Dégagé silencieux nu.

Espace inhumain. Est-ce pour confirmer que c’est bien le vide? Grande lumière partout et moi dans le bar de la Gare, borne d’amarrage de mes sorties de route. Ici, avec un café débute l’essentiel toujours de ma nouvelle méthode de vie. La matrice ferroviaire, habitée de va et de viens, de départs et d’arrivées, comme si elle jetait des bébés tout pleins de cicatrices et de douleurs dans l’escalator existentiel.

Je sais que je suis un vieux prématuré. Bien trop tôt pour l’heure du train comme pour m’assurer que personne n’a eu l’idée entre temps d’effacer cet endroit de la carte ou que le vent  n’a pas emporté mes valises introuvables. Je veux être à mon rendez-vous, je suis au taquet.
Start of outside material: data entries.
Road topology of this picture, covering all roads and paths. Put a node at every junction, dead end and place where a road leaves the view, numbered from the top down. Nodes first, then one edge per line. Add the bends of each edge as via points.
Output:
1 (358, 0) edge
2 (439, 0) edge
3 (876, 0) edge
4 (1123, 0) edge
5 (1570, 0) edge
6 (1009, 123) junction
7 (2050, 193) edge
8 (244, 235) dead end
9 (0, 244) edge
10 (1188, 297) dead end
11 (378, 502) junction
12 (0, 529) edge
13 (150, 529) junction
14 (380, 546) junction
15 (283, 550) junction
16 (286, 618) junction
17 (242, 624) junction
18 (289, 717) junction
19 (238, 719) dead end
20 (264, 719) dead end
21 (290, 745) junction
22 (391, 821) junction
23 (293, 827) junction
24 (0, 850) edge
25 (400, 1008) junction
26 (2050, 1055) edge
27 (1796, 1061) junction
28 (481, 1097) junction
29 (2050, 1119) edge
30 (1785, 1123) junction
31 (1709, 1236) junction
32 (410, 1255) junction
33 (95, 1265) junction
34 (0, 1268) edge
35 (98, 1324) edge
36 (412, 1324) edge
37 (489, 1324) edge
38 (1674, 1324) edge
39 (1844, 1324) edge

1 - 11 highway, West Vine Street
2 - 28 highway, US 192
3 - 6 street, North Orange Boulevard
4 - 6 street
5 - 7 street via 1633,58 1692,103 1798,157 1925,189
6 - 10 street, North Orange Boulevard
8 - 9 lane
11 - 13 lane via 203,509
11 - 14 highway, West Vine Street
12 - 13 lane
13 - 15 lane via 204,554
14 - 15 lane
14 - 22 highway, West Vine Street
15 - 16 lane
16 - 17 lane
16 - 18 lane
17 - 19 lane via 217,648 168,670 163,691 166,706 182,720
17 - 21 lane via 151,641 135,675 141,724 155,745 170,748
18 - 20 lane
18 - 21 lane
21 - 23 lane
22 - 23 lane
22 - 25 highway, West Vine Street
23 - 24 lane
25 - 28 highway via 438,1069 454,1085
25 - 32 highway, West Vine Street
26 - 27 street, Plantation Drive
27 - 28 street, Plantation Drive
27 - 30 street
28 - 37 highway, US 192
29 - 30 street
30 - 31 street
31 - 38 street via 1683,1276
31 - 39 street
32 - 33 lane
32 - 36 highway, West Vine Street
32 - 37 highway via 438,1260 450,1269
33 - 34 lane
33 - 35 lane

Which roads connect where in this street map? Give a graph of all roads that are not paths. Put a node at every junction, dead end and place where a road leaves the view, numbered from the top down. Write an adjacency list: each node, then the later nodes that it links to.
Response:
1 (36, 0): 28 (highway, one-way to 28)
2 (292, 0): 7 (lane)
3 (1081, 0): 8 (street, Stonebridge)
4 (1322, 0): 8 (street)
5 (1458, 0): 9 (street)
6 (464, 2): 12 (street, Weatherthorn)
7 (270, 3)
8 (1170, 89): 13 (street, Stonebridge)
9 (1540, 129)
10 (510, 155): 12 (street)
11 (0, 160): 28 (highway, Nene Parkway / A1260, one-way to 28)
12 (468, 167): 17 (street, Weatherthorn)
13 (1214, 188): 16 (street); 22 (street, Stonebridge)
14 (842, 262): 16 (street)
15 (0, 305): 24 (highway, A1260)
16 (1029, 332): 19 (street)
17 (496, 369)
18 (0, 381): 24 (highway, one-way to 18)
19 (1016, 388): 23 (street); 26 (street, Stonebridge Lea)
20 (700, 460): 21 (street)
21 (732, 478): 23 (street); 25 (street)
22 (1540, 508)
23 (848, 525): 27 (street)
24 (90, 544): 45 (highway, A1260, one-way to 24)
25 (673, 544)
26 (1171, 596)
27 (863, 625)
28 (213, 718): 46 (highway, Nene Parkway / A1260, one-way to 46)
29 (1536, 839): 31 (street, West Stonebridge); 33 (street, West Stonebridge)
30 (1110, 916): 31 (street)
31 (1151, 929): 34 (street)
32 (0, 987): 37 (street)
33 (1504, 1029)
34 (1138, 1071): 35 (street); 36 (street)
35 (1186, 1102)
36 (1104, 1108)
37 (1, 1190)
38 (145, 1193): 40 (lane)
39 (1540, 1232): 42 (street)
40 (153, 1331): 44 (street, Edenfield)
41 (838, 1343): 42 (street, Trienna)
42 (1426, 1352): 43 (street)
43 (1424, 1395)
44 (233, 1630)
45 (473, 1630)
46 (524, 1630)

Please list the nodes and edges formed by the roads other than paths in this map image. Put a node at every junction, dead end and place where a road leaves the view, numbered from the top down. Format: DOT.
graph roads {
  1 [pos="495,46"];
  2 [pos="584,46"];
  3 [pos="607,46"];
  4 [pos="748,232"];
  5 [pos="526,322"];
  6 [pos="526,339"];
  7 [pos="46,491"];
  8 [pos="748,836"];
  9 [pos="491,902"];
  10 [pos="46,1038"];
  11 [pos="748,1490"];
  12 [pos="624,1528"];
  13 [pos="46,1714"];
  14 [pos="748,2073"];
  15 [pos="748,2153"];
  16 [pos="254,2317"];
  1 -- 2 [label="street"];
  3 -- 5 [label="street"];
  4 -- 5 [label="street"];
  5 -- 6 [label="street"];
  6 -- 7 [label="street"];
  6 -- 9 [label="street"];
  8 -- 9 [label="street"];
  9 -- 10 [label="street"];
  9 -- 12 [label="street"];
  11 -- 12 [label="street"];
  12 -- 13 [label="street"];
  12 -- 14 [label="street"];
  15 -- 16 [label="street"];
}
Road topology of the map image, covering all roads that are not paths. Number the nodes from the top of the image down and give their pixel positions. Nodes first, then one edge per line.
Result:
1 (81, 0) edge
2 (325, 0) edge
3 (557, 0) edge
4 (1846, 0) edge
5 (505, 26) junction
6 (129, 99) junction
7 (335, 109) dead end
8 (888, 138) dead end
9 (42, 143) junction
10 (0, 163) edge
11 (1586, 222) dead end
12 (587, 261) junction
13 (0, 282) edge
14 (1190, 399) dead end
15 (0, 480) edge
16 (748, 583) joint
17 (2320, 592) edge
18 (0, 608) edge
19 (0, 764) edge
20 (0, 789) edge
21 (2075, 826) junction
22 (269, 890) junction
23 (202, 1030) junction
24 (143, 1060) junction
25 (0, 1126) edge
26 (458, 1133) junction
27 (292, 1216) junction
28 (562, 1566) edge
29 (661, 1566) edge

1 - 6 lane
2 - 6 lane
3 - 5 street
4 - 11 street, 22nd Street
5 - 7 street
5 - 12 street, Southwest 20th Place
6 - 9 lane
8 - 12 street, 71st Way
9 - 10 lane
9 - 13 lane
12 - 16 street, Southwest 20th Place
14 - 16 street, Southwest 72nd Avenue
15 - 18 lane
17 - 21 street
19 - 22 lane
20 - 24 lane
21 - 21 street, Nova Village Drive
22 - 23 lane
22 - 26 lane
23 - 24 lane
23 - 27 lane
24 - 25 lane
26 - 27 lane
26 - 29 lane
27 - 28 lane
Yoyo intense. Je pars je viens je joue à l’élastique sans cesse étirée-rabougrie.  Je teste le craquement, le point de rupture… Lausanne  80 km puis retour puis repartir, succession de flexions génuflexions. Je passe de carte en carte sautant dans les cases du chemin initiatique. Où en suis-je? Pas loin du point de départ. Et je reviens. J’essaie le loin, le proche  je teste le début, un bout de trajet et hop je reprends la main. Je m’approche je m’éloigne. Choisir mon camp là où la résistance de l’élastique cédera, où le nerf du ressort pètera? Ici? Ou là-bas?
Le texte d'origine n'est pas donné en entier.